Hi
I'm a writer and artist, living in Leeds in the North of England. I
started out as an artist and film-maker, gaining a BA and MA in Fine
Art from the University of Wales Institute, Cardiff. Later I went on to
write screenplays, including a BBC commission for an original
comedy-drama series that never got out of development hell. I started
creating hypermedia works for the web in Summer 2004, thanks to the
trAce Digital Writing course http://www.tracewritingschool.com. You can
read my article - Alice and the Digital Dump - published at the trAce
Online Writing Centre http://trace.ntu.ac.uk (March 2005).

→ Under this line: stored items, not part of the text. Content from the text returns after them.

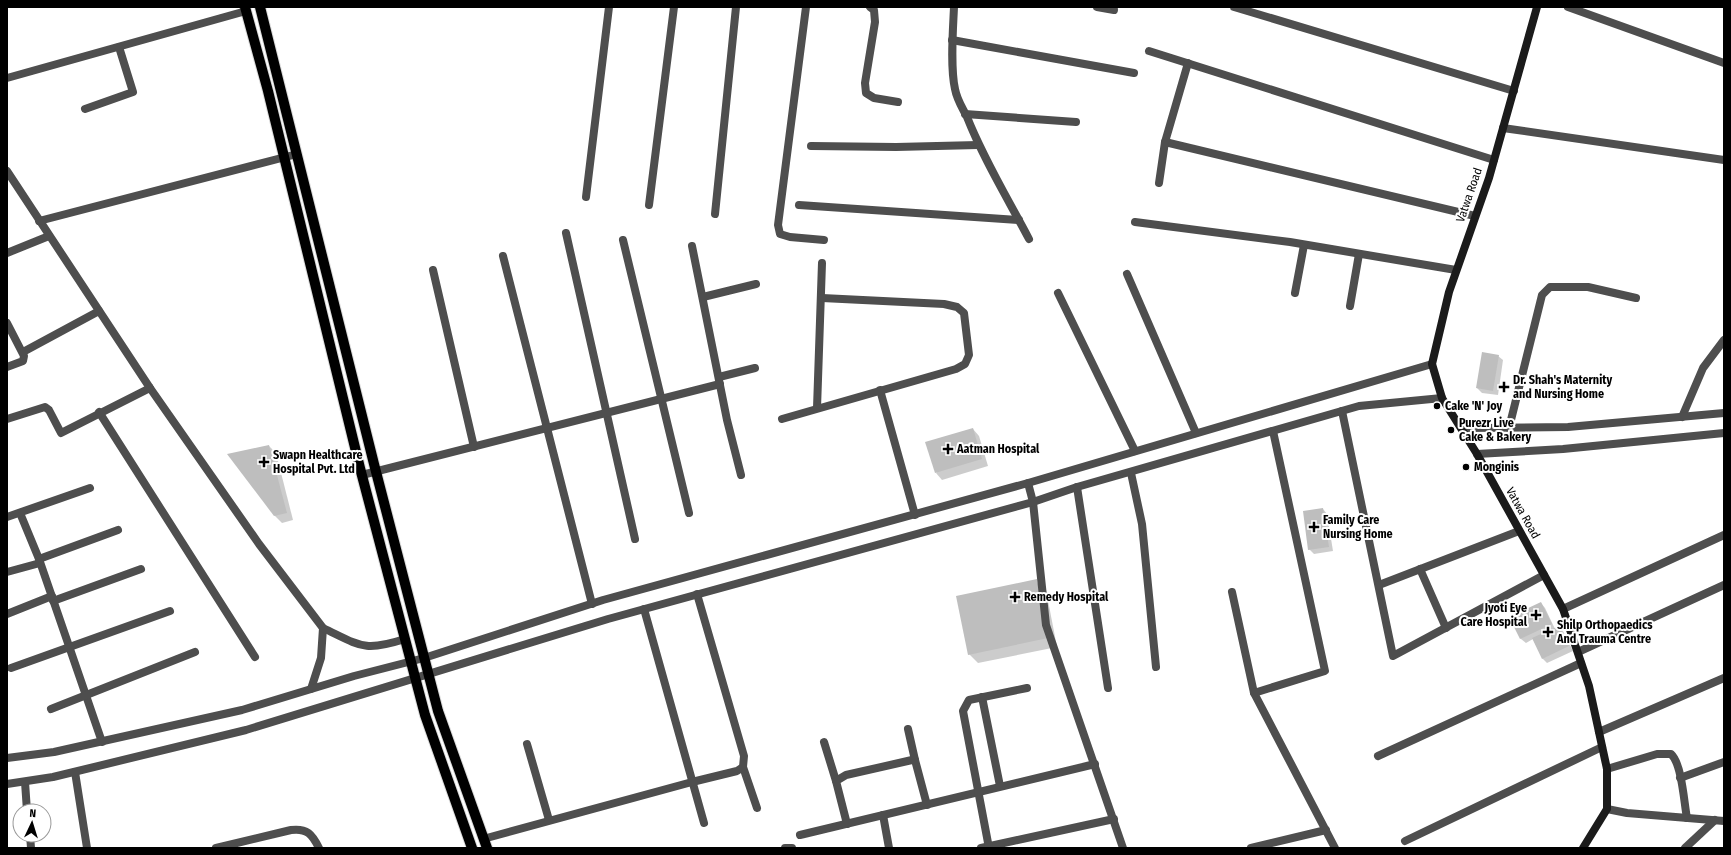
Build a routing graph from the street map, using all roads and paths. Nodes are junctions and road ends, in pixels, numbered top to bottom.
1 (260, 7) edge
2 (609, 7) edge
3 (674, 7) edge
4 (736, 7) edge
5 (806, 7) edge
6 (870, 7) edge
7 (954, 7) edge
8 (1097, 7) edge
9 (1234, 7) edge
10 (1538, 7) edge
11 (1568, 7) edge
12 (246, 9) edge
13 (1114, 10) dead end
14 (952, 40) junction
15 (119, 47) junction
16 (1149, 51) dead end
17 (1188, 63) junction
18 (1724, 63) edge
19 (1134, 73) dead end
20 (7, 78) edge
21 (1514, 91) junction
22 (898, 102) dead end
23 (85, 108) dead end
24 (965, 114) junction
25 (1076, 122) dead end
26 (1503, 128) junction
27 (1166, 142) junction
28 (978, 145) junction
29 (812, 146) dead end
30 (297, 154) junction
31 (283, 157) junction
32 (1494, 160) junction
33 (1724, 160) edge
34 (7, 171) edge
35 (1158, 183) dead end
36 (586, 197) dead end
37 (649, 205) dead end
38 (799, 205) dead end
39 (714, 214) dead end
40 (1475, 216) junction
41 (1019, 220) junction
42 (39, 221) junction
43 (1135, 222) dead end
44 (566, 233) dead end
45 (49, 236) junction
46 (623, 240) dead end
47 (824, 240) dead end
48 (1030, 240) dead end
49 (1304, 245) junction
50 (692, 246) dead end
51 (7, 254) edge
52 (1359, 254) junction
53 (504, 256) dead end
54 (822, 263) dead end
55 (433, 270) dead end
56 (1456, 270) junction
57 (1127, 274) dead end
58 (756, 284) dead end
59 (1058, 293) dead end
60 (1295, 293) dead end
61 (703, 297) junction
62 (822, 298) junction
63 (1636, 298) dead end
64 (1350, 306) dead end
65 (99, 311) junction
66 (7, 323) edge
67 (1724, 340) edge
68 (23, 352) junction
69 (1432, 364) junction
70 (7, 367) edge
71 (754, 368) dead end
72 (719, 381) junction
73 (150, 388) junction
74 (880, 390) junction
75 (1442, 398) junction
76 (661, 399) junction
77 (817, 408) junction
78 (1342, 411) junction
79 (99, 412) junction
80 (607, 413) junction
81 (1724, 413) edge
82 (1682, 417) junction
83 (7, 419) edge
84 (782, 419) dead end
85 (547, 428) junction
86 (1463, 428) junction
87 (1509, 428) junction
88 (1273, 431) junction
89 (1724, 432) edge
90 (1196, 433) junction
91 (474, 447) junction
92 (1135, 451) junction
93 (1477, 454) junction
94 (376, 472) junction
95 (1130, 473) junction
96 (362, 475) junction
97 (741, 475) dead end
98 (1028, 483) junction
99 (1077, 487) junction
100 (90, 488) dead end
101 (1033, 502) junction
102 (20, 513) junction
103 (689, 513) dead end
104 (915, 514) junction
105 (7, 517) edge
106 (118, 530) dead end
107 (1519, 532) junction
108 (1724, 535) edge
109 (635, 539) dead end
110 (40, 561) junction
111 (140, 569) dead end
112 (1420, 569) junction
113 (7, 572) edge
114 (1544, 575) junction
115 (1724, 584) edge
116 (1379, 585) junction
117 (1232, 592) dead end
118 (697, 594) junction
119 (52, 598) junction
120 (592, 604) junction
121 (644, 609) junction
122 (1563, 609) junction
123 (170, 610) dead end
124 (7, 614) edge
125 (323, 628) junction
126 (1446, 628) junction
127 (405, 639) junction
128 (69, 648) junction
129 (195, 652) dead end
130 (1578, 652) junction
131 (255, 657) dead end
132 (424, 658) junction
133 (411, 662) junction
134 (1581, 663) junction
135 (1156, 667) dead end
136 (11, 668) dead end
137 (429, 675) junction
138 (1724, 678) edge
139 (416, 679) junction
140 (1027, 688) dead end
141 (1108, 688) dead end
142 (311, 689) junction
143 (1254, 693) junction
144 (86, 696) junction
145 (982, 697) junction
146 (51, 709) dead end
147 (908, 729) dead end
148 (1599, 732) junction
149 (102, 742) junction
150 (824, 742) dead end
151 (527, 744) dead end
152 (1602, 747) junction
153 (1378, 756) dead end
154 (7, 758) edge
155 (915, 760) junction
156 (1724, 762) edge
157 (1095, 764) junction
158 (743, 767) junction
159 (1607, 769) junction
160 (75, 772) junction
161 (1680, 778) junction
162 (25, 782) junction
163 (692, 782) junction
164 (836, 782) junction
165 (7, 784) edge
166 (1000, 786) junction
167 (978, 792) junction
168 (26, 803) edge
169 (927, 804) junction
170 (757, 808) dead end
171 (1607, 809) junction
172 (883, 815) junction
173 (1687, 818) junction
174 (1114, 819) junction
175 (549, 820) junction
176 (1715, 820) junction
177 (1724, 821) edge
178 (704, 823) dead end
179 (847, 824) junction
180 (1326, 830) junction
181 (800, 836) dead end
182 (1405, 841) dead end
183 (485, 843) edge
184 (986, 847) edge
185 (87, 848) edge
186 (216, 848) edge
187 (319, 848) edge
188 (472, 848) edge
189 (785, 848) edge
190 (792, 848) edge
191 (889, 848) edge
192 (1123, 848) edge
193 (1250, 848) edge
194 (1335, 848) edge
195 (1583, 848) edge
196 (1685, 848) edge

1 - 30 main road
2 - 36 street
3 - 37 street
4 - 39 street
5 - 47 street
6 - 22 street
7 - 14 street
8 - 13 street
9 - 21 street
10 - 21 main road, Vatwa Road
11 - 18 street
12 - 15 street
12 - 31 main road
14 - 19 street
14 - 24 street
15 - 20 street
15 - 23 street
16 - 17 street
17 - 27 street
17 - 32 street
21 - 26 main road, Vatwa Road
24 - 25 street
24 - 28 street
26 - 32 main road, Vatwa Road
26 - 33 street
27 - 35 street
27 - 40 street
28 - 29 street
28 - 41 street
30 - 31 street
30 - 94 main road
31 - 42 street
31 - 96 main road
32 - 40 main road, Vatwa Road
34 - 42 street
38 - 41 street
40 - 56 main road, Vatwa Road
41 - 48 street
42 - 45 street
43 - 49 street
44 - 80 street
45 - 51 street
45 - 65 street
46 - 76 street
49 - 52 street
49 - 60 street
50 - 61 street
52 - 56 street
52 - 64 street
53 - 85 street
54 - 62 street
55 - 91 street
56 - 69 main road, Vatwa Road
57 - 90 street
58 - 61 street
59 - 92 street
61 - 72 street
62 - 74 street
62 - 77 street
63 - 87 street
65 - 68 street
65 - 73 street
66 - 68 street
67 - 82 street
68 - 70 street
69 - 75 main road, Vatwa Road
69 - 90 street
71 - 72 street
72 - 76 street
72 - 97 street
73 - 79 street
73 - 125 street
74 - 77 street
74 - 104 street
75 - 78 street
75 - 86 main road, Vatwa Road
76 - 80 street
76 - 103 street
77 - 84 street
78 - 88 street
78 - 116 street
79 - 83 street
79 - 131 street
80 - 85 street
80 - 109 street
81 - 82 street
82 - 87 street
85 - 91 street
85 - 120 street
86 - 87 street
86 - 93 main road, Vatwa Road
88 - 95 street
88 - 143 street
89 - 93 street
90 - 92 street
91 - 94 street
92 - 98 street
93 - 107 main road, Vatwa Road
94 - 96 street
94 - 132 main road
95 - 99 street
95 - 135 street
96 - 127 main road
98 - 101 street
98 - 104 street
99 - 101 street
99 - 141 street
100 - 102 street
101 - 118 street
101 - 157 street
102 - 105 street
102 - 110 street
104 - 120 street
106 - 110 street
107 - 112 street
107 - 114 main road, Vatwa Road
108 - 122 street
110 - 113 street
110 - 119 street
111 - 119 street
112 - 116 street
112 - 126 street
114 - 122 main road, Vatwa Road
114 - 126 street
115 - 130 street
116 - 126 street
117 - 143 street
118 - 121 street
118 - 158 street
119 - 124 street
119 - 128 street
120 - 132 street
121 - 137 street
121 - 163 street
122 - 130 main road, Vatwa Road
123 - 128 street
125 - 127 street
125 - 142 street
127 - 133 main road
128 - 136 street
128 - 144 street
129 - 144 street
130 - 134 main road, Vatwa Road
132 - 133 street
132 - 137 main road
133 - 139 main road
133 - 142 street
134 - 148 main road, Vatwa Road
134 - 153 street
137 - 139 street
137 - 183 main road
138 - 148 street
139 - 160 street
139 - 188 main road
140 - 145 street
142 - 149 street
143 - 180 street
144 - 146 street
144 - 149 street
145 - 166 street
145 - 167 street
147 - 155 street
148 - 152 main road, Vatwa Road
149 - 154 street
150 - 164 street
151 - 175 street
152 - 159 main road, Vatwa Road
152 - 182 street
155 - 164 street
155 - 169 street
156 - 161 street
157 - 166 street
157 - 174 street
158 - 163 street
158 - 170 street
159 - 161 street
159 - 171 main road, Vatwa Road
160 - 162 street
160 - 185 street
161 - 173 street
162 - 165 street
162 - 168 street
163 - 175 street
163 - 178 street
164 - 179 street
166 - 167 street
167 - 169 street
167 - 184 street
169 - 172 street
171 - 173 street
171 - 195 main road
172 - 179 street
172 - 191 street
173 - 176 street
174 - 184 street
174 - 192 street
175 - 183 street
176 - 177 street
176 - 196 street
179 - 181 street
180 - 193 street
180 - 194 street
186 - 187 street
189 - 190 street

As well as my hypermedia work - http://homepage.mac.com/christinewilks
- I write short stories and I’m currently working on my first novel. I
have this crazy idea - and I don't know if I'll ever have the time to
fully realise it - of creating a virtual version of the mood,
atmosphere, themes and dreams of the novel. A kind of subconscious of
the novel, or the novel dreaming. So that, while I'm working on the
linear narrative, I'm also exploring the same imaginative territory
(mainly in images) in a much more fluid, nebulous, and experimental
way.
Is this still digital writing? Is a story or a poem told in pictures,
with no text at all, still writing? I think so. Seems to me that the
digital life, mine at least, is so much more than 'writing'. In our
multi-media culture, more than ever, words and pictures have become so
entangled. Is there any point in separating them out? Classification
may be useful, of course, but it's also artificial and can be limiting,
especially in this 'great nerve', the internet.
I notice there are one or two others with a special interest in
cross-media storytelling. As you can no doubt tell, I'm not academic,
but I'm looking forward to this and I hope I can contribute.